European natural gas prices fluctuated between gains and losses as traders weighed signs that high fuel costs are dampening industrial demand against Russian supply cuts.
Enchmark futures rose 1.2 percent after falling as much as 2 percent. Prices are still around eight times above the seasonal average, prompting the industry to limit consumption. In the UK, industrial gas consumption is down about 49 percent this year, “about the same magnitude below pre-pandemic demand,” Citigroup Inc said.

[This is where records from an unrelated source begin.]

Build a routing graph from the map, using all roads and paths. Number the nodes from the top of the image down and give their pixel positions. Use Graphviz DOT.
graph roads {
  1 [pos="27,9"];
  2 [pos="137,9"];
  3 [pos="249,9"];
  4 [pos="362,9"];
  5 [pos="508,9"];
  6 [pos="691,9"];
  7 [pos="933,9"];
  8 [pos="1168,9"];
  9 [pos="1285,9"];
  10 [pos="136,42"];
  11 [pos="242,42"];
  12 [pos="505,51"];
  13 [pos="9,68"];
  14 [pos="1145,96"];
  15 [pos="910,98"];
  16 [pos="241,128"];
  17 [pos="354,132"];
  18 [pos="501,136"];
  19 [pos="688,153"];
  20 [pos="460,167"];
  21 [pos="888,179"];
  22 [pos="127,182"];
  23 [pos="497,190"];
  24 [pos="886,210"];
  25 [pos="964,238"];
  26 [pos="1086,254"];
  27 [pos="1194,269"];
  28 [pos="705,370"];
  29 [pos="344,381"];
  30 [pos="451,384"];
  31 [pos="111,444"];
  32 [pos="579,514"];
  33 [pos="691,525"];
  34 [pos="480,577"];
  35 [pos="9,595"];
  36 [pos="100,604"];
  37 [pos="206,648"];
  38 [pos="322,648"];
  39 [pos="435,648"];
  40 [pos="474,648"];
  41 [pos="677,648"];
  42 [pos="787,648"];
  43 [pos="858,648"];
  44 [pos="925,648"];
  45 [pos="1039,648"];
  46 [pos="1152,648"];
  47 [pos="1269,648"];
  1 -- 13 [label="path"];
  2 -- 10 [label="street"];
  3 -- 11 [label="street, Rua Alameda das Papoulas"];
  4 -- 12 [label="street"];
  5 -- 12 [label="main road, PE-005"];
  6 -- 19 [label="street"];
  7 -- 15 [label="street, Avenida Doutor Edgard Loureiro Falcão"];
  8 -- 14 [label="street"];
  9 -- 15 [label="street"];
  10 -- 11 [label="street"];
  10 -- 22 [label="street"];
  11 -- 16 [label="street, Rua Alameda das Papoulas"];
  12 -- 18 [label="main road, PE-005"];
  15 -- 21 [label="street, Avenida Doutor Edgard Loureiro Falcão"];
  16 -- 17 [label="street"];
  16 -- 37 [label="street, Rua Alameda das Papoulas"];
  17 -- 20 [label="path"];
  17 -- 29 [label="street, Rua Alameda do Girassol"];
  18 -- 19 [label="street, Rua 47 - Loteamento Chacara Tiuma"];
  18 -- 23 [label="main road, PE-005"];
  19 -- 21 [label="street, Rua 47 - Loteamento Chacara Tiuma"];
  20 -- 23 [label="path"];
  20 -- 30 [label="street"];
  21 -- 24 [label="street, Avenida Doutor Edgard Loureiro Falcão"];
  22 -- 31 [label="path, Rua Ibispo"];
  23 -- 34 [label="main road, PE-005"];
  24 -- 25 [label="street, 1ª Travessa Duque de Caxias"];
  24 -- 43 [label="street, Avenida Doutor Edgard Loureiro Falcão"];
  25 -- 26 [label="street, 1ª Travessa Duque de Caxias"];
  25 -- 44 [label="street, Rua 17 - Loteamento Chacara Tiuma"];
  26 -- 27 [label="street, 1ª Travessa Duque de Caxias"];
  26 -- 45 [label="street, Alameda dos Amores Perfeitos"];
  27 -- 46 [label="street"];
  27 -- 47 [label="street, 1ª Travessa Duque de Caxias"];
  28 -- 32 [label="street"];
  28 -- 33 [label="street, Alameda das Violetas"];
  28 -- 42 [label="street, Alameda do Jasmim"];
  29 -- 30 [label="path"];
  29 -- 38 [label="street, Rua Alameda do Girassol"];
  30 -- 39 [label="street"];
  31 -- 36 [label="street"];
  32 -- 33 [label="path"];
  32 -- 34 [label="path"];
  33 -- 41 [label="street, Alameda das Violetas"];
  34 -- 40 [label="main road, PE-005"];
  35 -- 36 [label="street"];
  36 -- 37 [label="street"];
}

Prices have stabilized after being shaken up last week as Russia continued to tighten its squeeze on gas supplies to the continent, a move that prompted some nations to resort to coal as an energy source. Italy, one of the biggest buyers of Russian gas, is temporarily boosting coal-fired power generation, joining nations like Germany, Austria and the Netherlands in reviving mothballed power plants or lifting restrictions on the dirtier fuel.
Gazprom PJSC’s deliveries through Nord Stream – the largest pipeline into the European Union – remain at about 40 percent capacity, leading to a reduction in deliveries to buyers in Germany, France, Italy and some other countries.
Canada, where a Nord Stream turbine is stranded for repairs, is in talks with Germany on how to respect sanctions imposed on Russia for its invasion of Ukraine without hurting its ally. The turbines were manufactured in Canada and have to be sent back there regularly for maintenance by Germany’s Siemens Energy AG.
Canada is working with Germany on options to restore vital gas flow
Dutch front-month gas futures, the European benchmark, rose 1.2 percent to 127 euros a megawatt-hour as of 9:09 am in Amsterdam. They rose 4.1 percent on Tuesday.